William's floppy drive sounds interesting and useful! I've not really got a use for one on RISCOS, but it would go a long way towards accessing and archiving old discs on a PC under Windows, esp. if it would talk to 5.25" drives too...
jpa, 13th January 2018, 21:17
For what it's worth, here is the datasheet for the flash chip, found via Mouser's site and archived on my own in case it disappears:  
https://eu.mouser.com/ProductDetail/Microchip-Technology/SST39SF 512-70-4C-NHE/?qs=HXayfqKFfDV8l9oNgilf9w== 
https://jpa.kapsi.fi/s tuff/other/SST39SF512.pdf 
 
It could be interesting to dump the contents of the flash chip. The main CPU is probably 8051-based design. Of course designing any alternate firmware for it would be an enormous task. 

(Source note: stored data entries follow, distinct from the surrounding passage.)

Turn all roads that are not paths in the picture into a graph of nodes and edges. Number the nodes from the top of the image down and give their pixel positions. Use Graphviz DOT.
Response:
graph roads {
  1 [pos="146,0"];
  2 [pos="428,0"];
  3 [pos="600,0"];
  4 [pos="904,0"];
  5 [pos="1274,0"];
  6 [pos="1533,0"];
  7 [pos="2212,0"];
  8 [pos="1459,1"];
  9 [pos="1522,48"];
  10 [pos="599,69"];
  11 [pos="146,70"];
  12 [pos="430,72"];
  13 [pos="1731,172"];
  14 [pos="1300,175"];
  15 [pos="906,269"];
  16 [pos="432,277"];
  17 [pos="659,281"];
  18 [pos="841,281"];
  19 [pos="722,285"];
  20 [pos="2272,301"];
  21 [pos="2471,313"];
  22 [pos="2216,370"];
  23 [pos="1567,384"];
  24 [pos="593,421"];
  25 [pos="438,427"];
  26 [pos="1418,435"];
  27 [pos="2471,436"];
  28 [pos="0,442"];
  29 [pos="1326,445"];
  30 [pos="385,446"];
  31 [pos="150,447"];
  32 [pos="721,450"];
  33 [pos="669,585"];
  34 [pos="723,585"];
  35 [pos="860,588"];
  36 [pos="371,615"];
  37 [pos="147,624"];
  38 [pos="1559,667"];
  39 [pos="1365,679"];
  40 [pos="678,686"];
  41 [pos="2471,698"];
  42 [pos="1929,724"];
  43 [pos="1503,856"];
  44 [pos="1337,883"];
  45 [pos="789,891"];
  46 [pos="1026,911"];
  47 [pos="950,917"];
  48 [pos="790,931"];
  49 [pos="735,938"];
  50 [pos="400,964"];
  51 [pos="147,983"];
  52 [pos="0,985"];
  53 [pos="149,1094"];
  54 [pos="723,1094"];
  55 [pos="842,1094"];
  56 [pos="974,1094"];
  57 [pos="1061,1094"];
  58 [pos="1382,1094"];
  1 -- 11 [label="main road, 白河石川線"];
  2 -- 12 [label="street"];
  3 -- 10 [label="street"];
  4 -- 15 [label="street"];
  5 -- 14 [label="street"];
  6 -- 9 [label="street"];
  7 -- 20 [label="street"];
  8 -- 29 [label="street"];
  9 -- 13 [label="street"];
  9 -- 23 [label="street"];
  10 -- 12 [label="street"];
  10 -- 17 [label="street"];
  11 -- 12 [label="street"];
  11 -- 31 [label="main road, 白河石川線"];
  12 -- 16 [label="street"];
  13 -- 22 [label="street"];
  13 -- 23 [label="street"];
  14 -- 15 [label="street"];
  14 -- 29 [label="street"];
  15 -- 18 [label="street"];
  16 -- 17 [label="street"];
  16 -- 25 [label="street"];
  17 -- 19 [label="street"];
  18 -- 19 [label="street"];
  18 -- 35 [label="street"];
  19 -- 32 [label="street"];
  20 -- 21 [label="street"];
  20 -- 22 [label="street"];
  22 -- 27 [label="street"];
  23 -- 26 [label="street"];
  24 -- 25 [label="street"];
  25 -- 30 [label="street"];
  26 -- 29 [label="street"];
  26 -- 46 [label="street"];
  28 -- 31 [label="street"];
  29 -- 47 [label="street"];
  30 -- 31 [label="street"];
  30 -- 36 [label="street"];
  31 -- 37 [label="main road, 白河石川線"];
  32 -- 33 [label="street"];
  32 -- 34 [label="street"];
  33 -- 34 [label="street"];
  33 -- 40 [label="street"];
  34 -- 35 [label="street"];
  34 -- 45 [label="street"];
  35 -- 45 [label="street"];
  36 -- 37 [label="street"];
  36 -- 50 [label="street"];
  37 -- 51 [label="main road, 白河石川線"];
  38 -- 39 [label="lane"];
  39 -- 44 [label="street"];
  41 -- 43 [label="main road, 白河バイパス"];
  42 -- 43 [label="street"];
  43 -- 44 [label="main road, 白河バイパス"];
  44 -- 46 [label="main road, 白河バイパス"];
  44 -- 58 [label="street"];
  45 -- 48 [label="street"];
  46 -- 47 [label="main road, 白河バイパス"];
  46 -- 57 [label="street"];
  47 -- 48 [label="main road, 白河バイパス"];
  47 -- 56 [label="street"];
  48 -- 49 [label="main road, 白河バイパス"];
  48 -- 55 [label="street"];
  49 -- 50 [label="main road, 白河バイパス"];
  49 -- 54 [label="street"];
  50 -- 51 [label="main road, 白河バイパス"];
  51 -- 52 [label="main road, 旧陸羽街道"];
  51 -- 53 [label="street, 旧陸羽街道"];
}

Rick, 13th January 2018, 22:00
Thanks for the Flash datasheet. I'm not going to play with this drive as I use it from time to time, but if ever it should give up the ghost, it might be something to fiddle with? 
Interesting it is a Flash, I wonder if the drive has any self update capability?
Stephan Sokolow, 19th June 2021, 20:30
Technically, you don't need a legacy *machine*... just a legacy floppy drive and an archival/forensic floppy controller like the FluxEngine, GreaseWeazle, or KryoFlux. 
 
(i.e. A USB device which, driven by custom host-side software, reads raw flux transitions off the drive and then converts them to your desired disk image format in software.) 
 
All three of those I listed are available for Linux with the first two being open hardware with open-source client software.